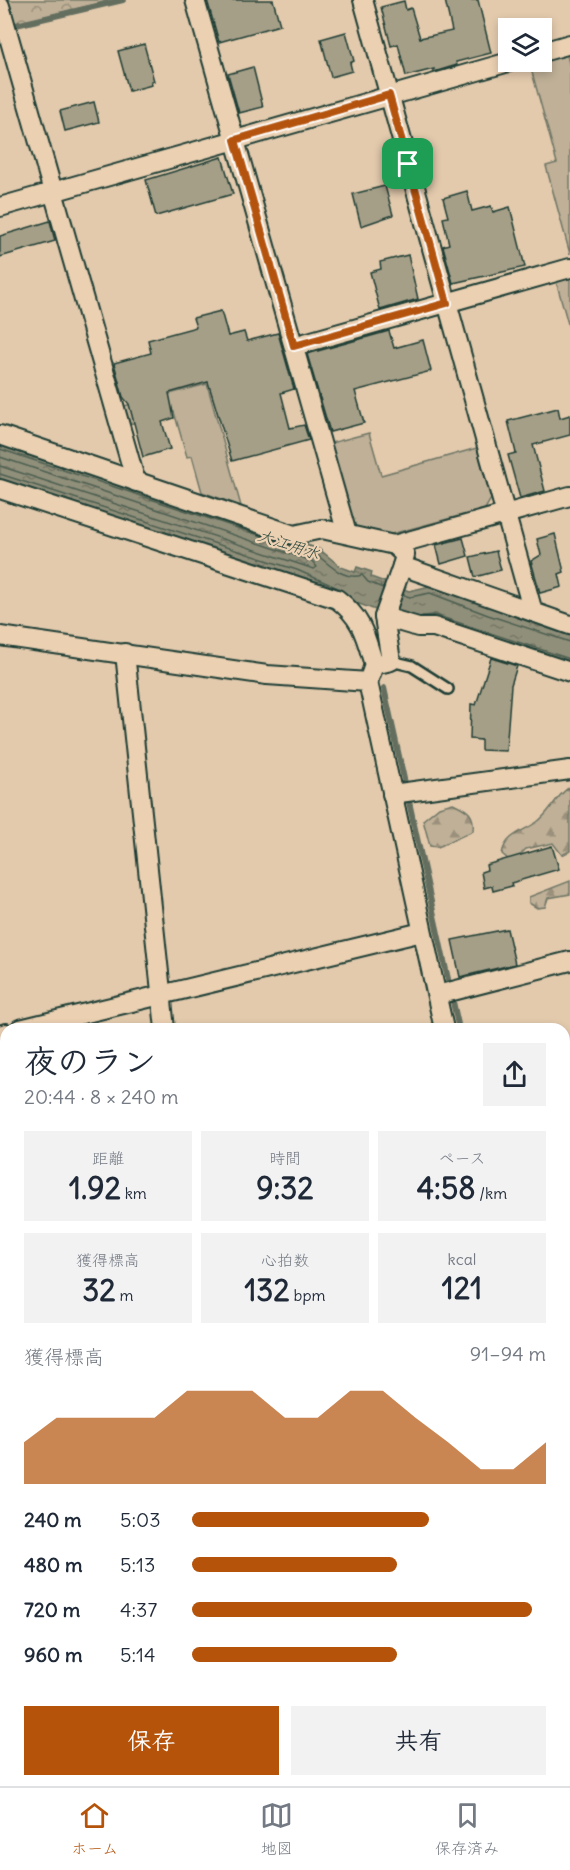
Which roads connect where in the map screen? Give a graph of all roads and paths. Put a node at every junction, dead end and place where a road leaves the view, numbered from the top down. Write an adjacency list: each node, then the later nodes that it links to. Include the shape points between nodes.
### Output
1 (195, 0): 8 (street)
2 (363, 0): 7 (street)
3 (0, 6): 9 (street)
4 (570, 44): 5 (street)
5 (552, 49)
6 (498, 65): 7 (street)
7 (389, 95): 8 (street); 12 (street)
8 (235, 140): 9 (street); 13 (street)
9 (53, 192): 10 (street); 15 (street)
10 (0, 207)
11 (570, 268): 12 (street)
12 (447, 303): 13 (street); 18 (street)
13 (294, 346): 19 (street)
14 (0, 435): 15 (street)
15 (136, 483): 19 (street, via 294,534 322,529)
16 (0, 489): 27 (street, via 337,599 354,612)
17 (570, 496): 18 (street)
18 (506, 514): 20 (street); 22 (street)
19 (347, 534): 20 (street)
20 (394, 545): 21 (street, via 405,555)
21 (399, 573): 22 (street); 23 (street)
22 (533, 612): 24 (street)
23 (384, 617): 27 (street); 28 (street, via 418,627 434,627)
24 (570, 625)
25 (0, 636): 26 (street)
26 (125, 653): 27 (street, via 267,675); 35 (street)
27 (378, 669): 29 (lane, via 412,666); 31 (street)
28 (570, 672)
29 (448, 689)
30 (570, 770): 31 (street)
31 (403, 793): 32 (street)
32 (422, 932): 34 (street); 35 (street)
33 (570, 961): 34 (street)
34 (447, 992): 38 (street)
35 (160, 995): 36 (street); 37 (street)
36 (45, 1023)
37 (164, 1023)
38 (444, 1023)

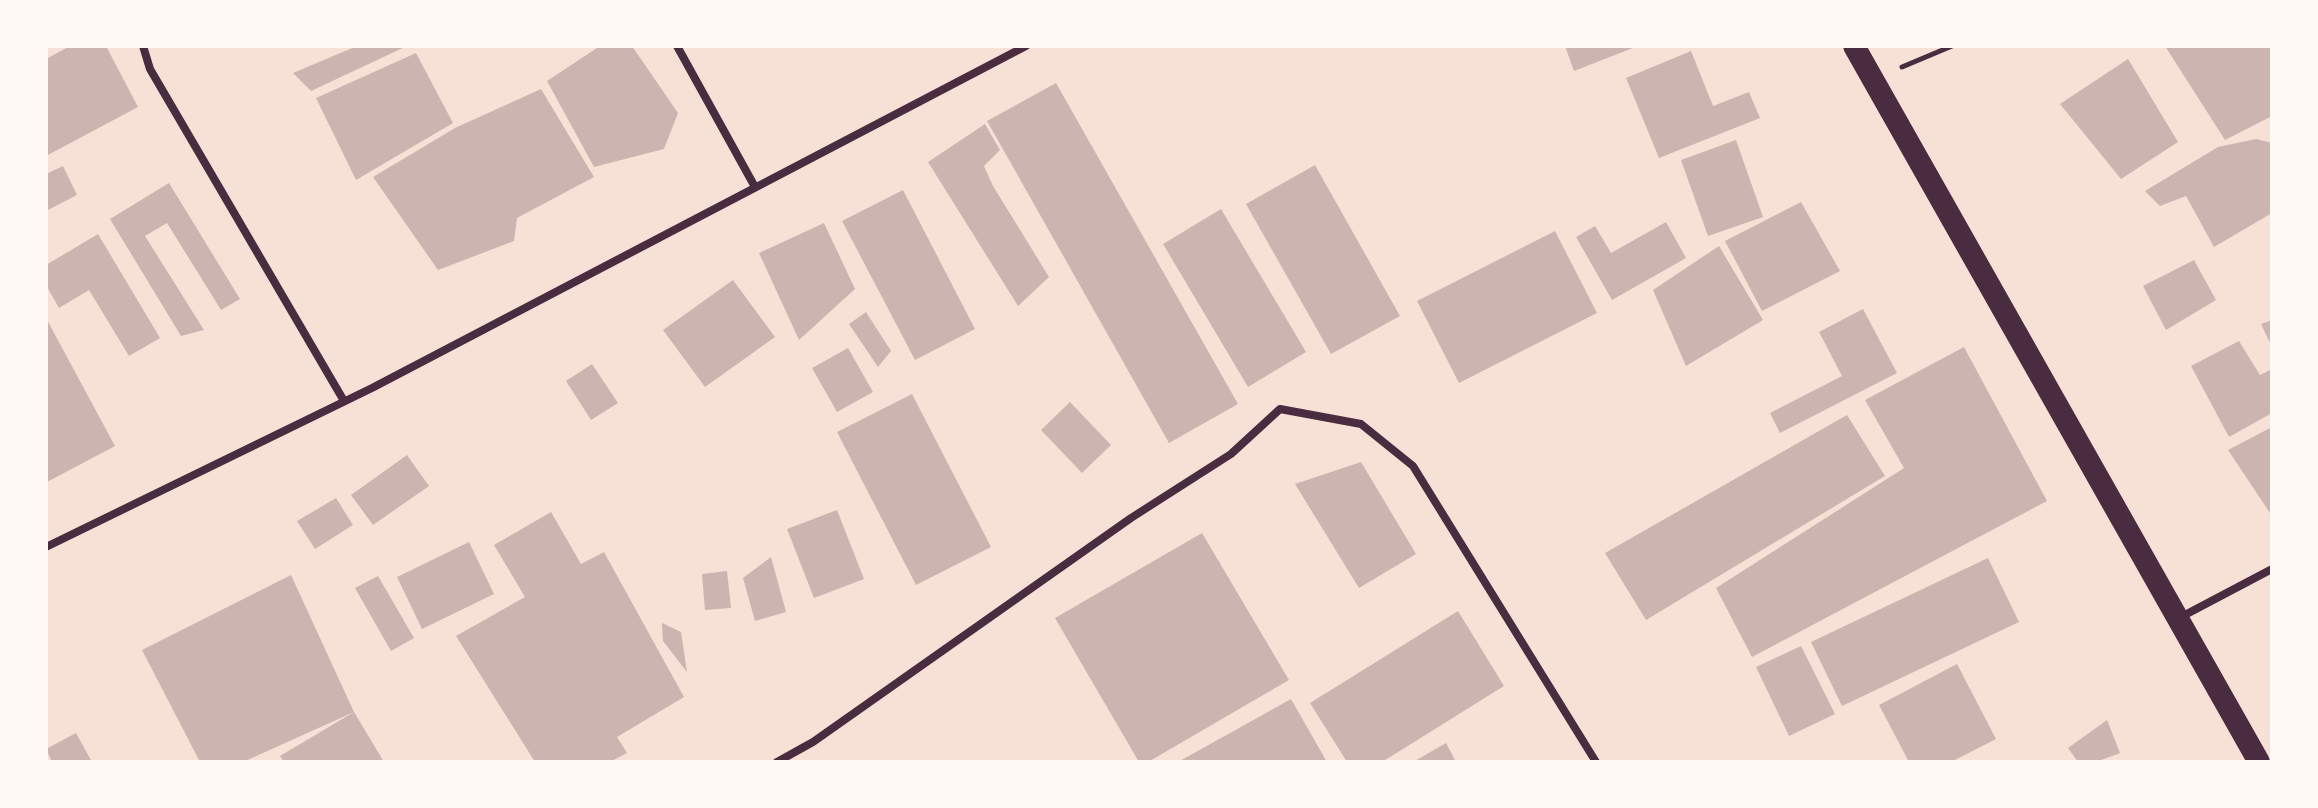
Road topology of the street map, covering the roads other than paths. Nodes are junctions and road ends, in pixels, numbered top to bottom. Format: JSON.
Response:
{"nodes":[{"id":1,"x":143,"y":46,"type":"edge"},
{"id":2,"x":677,"y":46,"type":"edge"},
{"id":3,"x":1026,"y":46,"type":"edge"},
{"id":4,"x":1854,"y":46,"type":"edge"},
{"id":5,"x":755,"y":187,"type":"junction"},
{"id":6,"x":344,"y":401,"type":"junction"},
{"id":7,"x":46,"y":547,"type":"edge"},
{"id":8,"x":2272,"y":569,"type":"edge"},
{"id":9,"x":2179,"y":618,"type":"junction"},
{"id":10,"x":777,"y":762,"type":"edge"},
{"id":11,"x":1596,"y":762,"type":"edge"},
{"id":12,"x":2259,"y":762,"type":"edge"}],
"edges":[{"from":1,"to":6,"type":"street"},
{"from":2,"to":5,"type":"street"},
{"from":3,"to":5,"type":"street"},
{"from":4,"to":9,"type":"highway"},
{"from":5,"to":6,"type":"street"},
{"from":6,"to":7,"type":"street"},
{"from":8,"to":9,"type":"street"},
{"from":9,"to":12,"type":"highway"},
{"from":10,"to":11,"type":"street"}]}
□ □ □
WORK INSTRUCTION:
Please print the records above word for word, leaving every image out.

ANSWER BOX:
Which roads connect where in the map screen? Give a graph of all roads and paths. Put a node at every junction, dead end and place where a road leaves the view, numbered from the top down. Write an adjacency list: each node, then the later nodes that it links to. Include the shape points between nodes.
### Output
1 (195, 0): 8 (street)
2 (363, 0): 7 (street)
3 (0, 6): 9 (street)
4 (570, 44): 5 (street)
5 (552, 49)
6 (498, 65): 7 (street)
7 (389, 95): 8 (street); 12 (street)
8 (235, 140): 9 (street); 13 (street)
9 (53, 192): 10 (street); 15 (street)
10 (0, 207)
11 (570, 268): 12 (street)
12 (447, 303): 13 (street); 18 (street)
13 (294, 346): 19 (street)
14 (0, 435): 15 (street)
15 (136, 483): 19 (street, via 294,534 322,529)
16 (0, 489): 27 (street, via 337,599 354,612)
17 (570, 496): 18 (street)
18 (506, 514): 20 (street); 22 (street)
19 (347, 534): 20 (street)
20 (394, 545): 21 (street, via 405,555)
21 (399, 573): 22 (street); 23 (street)
22 (533, 612): 24 (street)
23 (384, 617): 27 (street); 28 (street, via 418,627 434,627)
24 (570, 625)
25 (0, 636): 26 (street)
26 (125, 653): 27 (street, via 267,675); 35 (street)
27 (378, 669): 29 (lane, via 412,666); 31 (street)
28 (570, 672)
29 (448, 689)
30 (570, 770): 31 (street)
31 (403, 793): 32 (street)
32 (422, 932): 34 (street); 35 (street)
33 (570, 961): 34 (street)
34 (447, 992): 38 (street)
35 (160, 995): 36 (street); 37 (street)
36 (45, 1023)
37 (164, 1023)
38 (444, 1023)

Road topology of the street map, covering the roads other than paths. Nodes are junctions and road ends, in pixels, numbered top to bottom. Format: JSON.
Response:
{"nodes":[{"id":1,"x":143,"y":46,"type":"edge"},
{"id":2,"x":677,"y":46,"type":"edge"},
{"id":3,"x":1026,"y":46,"type":"edge"},
{"id":4,"x":1854,"y":46,"type":"edge"},
{"id":5,"x":755,"y":187,"type":"junction"},
{"id":6,"x":344,"y":401,"type":"junction"},
{"id":7,"x":46,"y":547,"type":"edge"},
{"id":8,"x":2272,"y":569,"type":"edge"},
{"id":9,"x":2179,"y":618,"type":"junction"},
{"id":10,"x":777,"y":762,"type":"edge"},
{"id":11,"x":1596,"y":762,"type":"edge"},
{"id":12,"x":2259,"y":762,"type":"edge"}],
"edges":[{"from":1,"to":6,"type":"street"},
{"from":2,"to":5,"type":"street"},
{"from":3,"to":5,"type":"street"},
{"from":4,"to":9,"type":"highway"},
{"from":5,"to":6,"type":"street"},
{"from":6,"to":7,"type":"street"},
{"from":8,"to":9,"type":"street"},
{"from":9,"to":12,"type":"highway"},
{"from":10,"to":11,"type":"street"}]}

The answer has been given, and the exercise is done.